Recommended language: Green Line, 1967 lines, 1967 boundaries, 1949 Armistice Line

SETTLER WOMAN/BABY/BUS/HOME/BODY: The term “settler” as an adjective to modify a child, woman or school bus that has come under Palestinian attack dehumanizes the victim. In light of the dehumanization of the residents of the settlements by some Arab groups and others, to label an innocent victim as, for example, a “settler baby” tends to legitimize the attack. Some media have reported, for example, that a “settler bus” has come under attack, not mentioning that the bus–actually a school bus–was carrying nine- and 10-year-olds.
Examples of misuse: The family of a settler woman killed in a drive-by shooting in the West Bank refused to welcome a government representative to her funeral Wednesday because of the policy (Chicago Tribune, 5/31/01).
Jewish settlers have been trying to attack Palestinian homes and property there, and have done so in the last few days after the killing of a 10-month old Jewish settler baby in the town (CNN, 3/29/01).
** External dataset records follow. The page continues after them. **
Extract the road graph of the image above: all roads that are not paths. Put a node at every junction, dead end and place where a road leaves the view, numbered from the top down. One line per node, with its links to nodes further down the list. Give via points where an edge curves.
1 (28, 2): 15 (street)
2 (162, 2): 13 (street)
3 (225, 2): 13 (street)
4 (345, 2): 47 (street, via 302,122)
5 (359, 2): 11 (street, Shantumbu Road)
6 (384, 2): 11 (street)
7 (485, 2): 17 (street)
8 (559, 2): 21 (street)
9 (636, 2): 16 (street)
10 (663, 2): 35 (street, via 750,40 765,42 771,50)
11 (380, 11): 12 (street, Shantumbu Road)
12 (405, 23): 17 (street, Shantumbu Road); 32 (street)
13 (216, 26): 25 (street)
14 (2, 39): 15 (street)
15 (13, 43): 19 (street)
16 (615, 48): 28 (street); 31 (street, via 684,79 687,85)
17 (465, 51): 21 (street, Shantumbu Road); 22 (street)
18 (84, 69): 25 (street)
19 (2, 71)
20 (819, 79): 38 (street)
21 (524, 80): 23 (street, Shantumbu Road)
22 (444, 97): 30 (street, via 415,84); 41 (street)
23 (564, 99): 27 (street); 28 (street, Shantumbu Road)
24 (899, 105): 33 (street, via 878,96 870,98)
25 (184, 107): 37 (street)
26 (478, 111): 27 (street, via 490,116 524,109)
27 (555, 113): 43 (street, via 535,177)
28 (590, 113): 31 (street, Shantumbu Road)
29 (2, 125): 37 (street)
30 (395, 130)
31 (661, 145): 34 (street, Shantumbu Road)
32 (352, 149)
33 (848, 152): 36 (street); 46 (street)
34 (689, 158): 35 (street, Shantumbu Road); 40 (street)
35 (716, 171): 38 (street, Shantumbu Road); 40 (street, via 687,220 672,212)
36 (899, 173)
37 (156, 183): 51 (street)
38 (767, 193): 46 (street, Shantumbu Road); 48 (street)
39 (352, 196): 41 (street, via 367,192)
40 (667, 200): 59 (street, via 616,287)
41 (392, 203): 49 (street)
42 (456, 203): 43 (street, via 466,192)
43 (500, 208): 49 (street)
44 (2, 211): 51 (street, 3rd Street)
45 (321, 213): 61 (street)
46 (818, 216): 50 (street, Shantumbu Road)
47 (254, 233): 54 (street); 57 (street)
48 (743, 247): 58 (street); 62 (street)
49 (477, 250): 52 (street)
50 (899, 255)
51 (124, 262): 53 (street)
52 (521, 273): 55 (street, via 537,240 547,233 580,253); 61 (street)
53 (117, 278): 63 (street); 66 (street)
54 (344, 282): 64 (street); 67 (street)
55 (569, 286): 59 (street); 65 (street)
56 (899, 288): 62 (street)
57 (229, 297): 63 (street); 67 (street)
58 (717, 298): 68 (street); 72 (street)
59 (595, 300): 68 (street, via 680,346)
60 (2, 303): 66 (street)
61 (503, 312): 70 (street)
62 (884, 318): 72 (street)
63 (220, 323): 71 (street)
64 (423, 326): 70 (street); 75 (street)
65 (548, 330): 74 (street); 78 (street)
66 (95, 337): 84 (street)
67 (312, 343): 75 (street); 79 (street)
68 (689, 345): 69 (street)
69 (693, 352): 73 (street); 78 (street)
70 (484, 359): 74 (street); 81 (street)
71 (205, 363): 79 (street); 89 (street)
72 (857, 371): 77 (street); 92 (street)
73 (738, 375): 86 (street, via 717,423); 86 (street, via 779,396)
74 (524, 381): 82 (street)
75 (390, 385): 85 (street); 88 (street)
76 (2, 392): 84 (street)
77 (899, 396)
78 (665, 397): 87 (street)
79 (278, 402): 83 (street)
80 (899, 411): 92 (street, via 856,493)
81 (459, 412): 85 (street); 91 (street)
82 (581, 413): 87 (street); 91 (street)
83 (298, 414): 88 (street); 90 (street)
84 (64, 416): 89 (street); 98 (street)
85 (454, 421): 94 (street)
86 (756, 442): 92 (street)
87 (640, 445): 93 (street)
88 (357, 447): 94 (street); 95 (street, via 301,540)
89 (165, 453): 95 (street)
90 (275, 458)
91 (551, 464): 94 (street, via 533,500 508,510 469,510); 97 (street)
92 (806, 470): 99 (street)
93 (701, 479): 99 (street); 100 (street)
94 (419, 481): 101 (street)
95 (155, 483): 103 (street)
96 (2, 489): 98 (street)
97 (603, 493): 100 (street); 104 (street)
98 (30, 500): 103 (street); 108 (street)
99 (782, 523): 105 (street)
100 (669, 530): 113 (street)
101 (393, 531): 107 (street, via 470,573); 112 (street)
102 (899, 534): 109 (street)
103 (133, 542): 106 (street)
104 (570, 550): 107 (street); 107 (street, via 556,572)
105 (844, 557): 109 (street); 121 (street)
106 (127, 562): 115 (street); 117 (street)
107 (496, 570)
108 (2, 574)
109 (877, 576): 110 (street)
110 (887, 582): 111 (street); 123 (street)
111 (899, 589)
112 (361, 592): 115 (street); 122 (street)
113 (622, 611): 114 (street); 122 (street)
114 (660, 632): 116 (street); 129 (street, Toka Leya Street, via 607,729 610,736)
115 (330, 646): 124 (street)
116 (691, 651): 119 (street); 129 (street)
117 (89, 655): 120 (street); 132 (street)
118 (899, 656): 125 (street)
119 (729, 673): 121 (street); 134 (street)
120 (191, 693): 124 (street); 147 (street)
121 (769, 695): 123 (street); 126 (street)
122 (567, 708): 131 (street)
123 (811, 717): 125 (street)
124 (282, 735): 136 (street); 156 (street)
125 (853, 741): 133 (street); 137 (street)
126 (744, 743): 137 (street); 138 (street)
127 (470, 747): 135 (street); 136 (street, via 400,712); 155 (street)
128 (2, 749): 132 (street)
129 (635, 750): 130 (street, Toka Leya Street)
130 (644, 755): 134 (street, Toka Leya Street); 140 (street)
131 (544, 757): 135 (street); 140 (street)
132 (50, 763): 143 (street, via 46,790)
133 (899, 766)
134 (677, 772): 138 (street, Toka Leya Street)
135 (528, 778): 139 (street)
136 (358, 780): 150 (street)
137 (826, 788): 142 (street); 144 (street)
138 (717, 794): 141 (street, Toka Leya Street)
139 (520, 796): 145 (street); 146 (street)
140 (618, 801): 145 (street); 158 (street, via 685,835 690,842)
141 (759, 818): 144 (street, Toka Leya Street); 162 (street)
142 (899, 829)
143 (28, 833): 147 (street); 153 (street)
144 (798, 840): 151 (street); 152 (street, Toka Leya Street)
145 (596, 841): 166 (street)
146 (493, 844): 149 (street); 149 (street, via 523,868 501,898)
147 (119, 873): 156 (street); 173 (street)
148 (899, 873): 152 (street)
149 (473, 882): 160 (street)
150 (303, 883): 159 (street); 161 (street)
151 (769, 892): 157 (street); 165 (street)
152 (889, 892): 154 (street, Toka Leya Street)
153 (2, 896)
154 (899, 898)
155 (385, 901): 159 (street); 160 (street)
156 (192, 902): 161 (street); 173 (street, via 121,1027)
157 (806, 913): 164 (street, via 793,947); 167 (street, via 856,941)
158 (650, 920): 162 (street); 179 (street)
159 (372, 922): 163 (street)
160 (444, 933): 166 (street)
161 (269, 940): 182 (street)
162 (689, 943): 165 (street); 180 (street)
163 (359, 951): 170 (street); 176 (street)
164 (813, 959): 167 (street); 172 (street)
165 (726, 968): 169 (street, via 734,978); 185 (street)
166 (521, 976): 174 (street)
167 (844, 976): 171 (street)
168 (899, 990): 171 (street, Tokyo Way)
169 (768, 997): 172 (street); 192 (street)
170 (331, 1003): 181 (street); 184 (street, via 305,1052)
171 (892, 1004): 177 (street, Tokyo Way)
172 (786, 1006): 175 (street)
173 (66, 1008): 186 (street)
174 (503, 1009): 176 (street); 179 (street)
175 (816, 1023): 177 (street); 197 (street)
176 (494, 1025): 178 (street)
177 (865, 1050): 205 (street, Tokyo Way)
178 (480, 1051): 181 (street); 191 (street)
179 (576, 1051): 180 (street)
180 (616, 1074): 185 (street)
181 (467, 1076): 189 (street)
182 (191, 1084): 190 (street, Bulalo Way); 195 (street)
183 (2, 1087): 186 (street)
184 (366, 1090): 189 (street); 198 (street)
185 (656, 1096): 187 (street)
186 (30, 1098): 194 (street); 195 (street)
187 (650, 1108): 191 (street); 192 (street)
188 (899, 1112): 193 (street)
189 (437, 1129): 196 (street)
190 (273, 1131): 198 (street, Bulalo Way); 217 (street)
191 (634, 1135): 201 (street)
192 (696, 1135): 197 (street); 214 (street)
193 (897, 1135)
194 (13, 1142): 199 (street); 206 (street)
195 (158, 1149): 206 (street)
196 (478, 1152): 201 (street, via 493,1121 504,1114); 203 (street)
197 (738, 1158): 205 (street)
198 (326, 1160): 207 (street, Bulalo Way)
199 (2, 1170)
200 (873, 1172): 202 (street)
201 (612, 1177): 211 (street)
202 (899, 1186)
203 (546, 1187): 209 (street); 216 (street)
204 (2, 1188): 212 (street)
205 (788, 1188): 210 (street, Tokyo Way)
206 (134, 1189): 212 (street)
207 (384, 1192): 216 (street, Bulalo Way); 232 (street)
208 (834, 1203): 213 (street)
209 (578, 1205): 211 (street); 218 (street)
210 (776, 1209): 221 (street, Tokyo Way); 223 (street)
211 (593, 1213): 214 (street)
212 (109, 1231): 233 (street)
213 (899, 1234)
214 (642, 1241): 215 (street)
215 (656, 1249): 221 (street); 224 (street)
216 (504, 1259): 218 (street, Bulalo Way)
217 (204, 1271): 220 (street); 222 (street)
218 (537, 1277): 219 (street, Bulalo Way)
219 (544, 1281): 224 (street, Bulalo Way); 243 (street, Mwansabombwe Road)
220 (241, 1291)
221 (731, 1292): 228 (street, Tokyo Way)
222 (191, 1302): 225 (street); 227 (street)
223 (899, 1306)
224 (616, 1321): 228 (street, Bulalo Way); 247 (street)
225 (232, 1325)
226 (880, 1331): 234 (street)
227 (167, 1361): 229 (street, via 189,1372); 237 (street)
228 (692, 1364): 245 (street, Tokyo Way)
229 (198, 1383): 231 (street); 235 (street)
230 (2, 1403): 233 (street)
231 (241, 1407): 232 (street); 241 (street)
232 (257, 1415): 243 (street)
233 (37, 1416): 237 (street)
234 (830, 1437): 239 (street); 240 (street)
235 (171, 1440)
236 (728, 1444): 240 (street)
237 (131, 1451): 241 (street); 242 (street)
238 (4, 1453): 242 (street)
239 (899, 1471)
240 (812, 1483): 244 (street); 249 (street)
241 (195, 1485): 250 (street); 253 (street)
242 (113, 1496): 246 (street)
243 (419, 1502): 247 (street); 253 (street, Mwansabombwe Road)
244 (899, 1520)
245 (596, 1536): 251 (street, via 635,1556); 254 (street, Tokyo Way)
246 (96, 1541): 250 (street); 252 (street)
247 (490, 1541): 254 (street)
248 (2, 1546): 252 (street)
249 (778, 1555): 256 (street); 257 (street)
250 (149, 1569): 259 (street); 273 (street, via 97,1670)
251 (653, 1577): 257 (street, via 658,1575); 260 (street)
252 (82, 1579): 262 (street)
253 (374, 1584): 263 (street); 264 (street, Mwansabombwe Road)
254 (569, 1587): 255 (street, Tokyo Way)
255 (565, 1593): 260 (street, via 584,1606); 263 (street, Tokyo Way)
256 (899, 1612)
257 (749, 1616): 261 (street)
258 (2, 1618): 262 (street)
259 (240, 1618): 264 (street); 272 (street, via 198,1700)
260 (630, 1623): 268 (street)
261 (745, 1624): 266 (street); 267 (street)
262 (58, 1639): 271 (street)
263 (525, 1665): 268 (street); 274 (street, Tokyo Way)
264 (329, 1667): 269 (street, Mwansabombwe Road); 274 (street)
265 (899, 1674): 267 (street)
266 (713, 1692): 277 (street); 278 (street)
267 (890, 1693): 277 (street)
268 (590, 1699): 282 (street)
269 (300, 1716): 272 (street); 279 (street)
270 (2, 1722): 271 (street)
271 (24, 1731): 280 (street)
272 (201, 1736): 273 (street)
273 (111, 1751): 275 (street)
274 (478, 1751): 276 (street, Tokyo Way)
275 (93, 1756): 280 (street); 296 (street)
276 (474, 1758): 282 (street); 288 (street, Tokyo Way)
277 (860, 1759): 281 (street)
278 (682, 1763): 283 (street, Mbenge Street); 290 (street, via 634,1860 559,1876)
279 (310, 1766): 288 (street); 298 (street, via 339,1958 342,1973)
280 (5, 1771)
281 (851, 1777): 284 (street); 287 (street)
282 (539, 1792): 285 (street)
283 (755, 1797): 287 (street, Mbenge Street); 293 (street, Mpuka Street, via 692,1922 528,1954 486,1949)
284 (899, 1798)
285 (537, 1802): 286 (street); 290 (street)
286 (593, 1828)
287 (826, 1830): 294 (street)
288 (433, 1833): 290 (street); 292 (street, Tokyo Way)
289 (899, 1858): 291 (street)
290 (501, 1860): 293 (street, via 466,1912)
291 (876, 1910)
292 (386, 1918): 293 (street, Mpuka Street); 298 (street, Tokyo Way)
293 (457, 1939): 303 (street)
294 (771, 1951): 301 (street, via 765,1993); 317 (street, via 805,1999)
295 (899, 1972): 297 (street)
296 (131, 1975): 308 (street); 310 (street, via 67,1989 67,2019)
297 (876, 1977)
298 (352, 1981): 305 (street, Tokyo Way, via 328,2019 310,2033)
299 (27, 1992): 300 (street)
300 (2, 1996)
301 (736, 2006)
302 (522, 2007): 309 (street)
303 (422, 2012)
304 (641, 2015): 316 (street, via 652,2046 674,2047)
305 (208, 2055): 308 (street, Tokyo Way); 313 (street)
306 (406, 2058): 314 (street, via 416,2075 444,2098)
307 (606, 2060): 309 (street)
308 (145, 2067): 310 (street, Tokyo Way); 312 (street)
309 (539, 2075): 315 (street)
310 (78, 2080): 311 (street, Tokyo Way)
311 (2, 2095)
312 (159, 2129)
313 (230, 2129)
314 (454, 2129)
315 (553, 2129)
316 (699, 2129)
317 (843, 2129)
Recommended language: Israeli, Jew, Israeli civilian, school bus

UPRISING AGAINST ISRAELI OCCUPATION: Nearly 100 percent of Palestinians living in the West Bank and Gaza live under their own government–the Palestinian Authority–and thus cannot be said to be living under “occupation.” This phrase miscasts entirely the nature of the recent violence. Obscured in such language, for one, is the Pales tinian rejection of the Israeli offer of substantial land at Camp David. In addition, the PA has played a key role in fueling violence through its virulent incitement against Jews and Israel.
Examples of misuse: Palestinians say 40 militants have been killed by Israelis in the “hits,” as one senior Israeli military official has called them, since the Palestinian uprising against the Israeli occupation in the West Bank and Gaza began on Sept. 28 (Boston Globe, 7/18/01).
The suicide attack was the latest in a nearly 10-month-old Palestinian uprising against Israeli occupation in the West Bank and Gaza (USA Today, 7/17/01).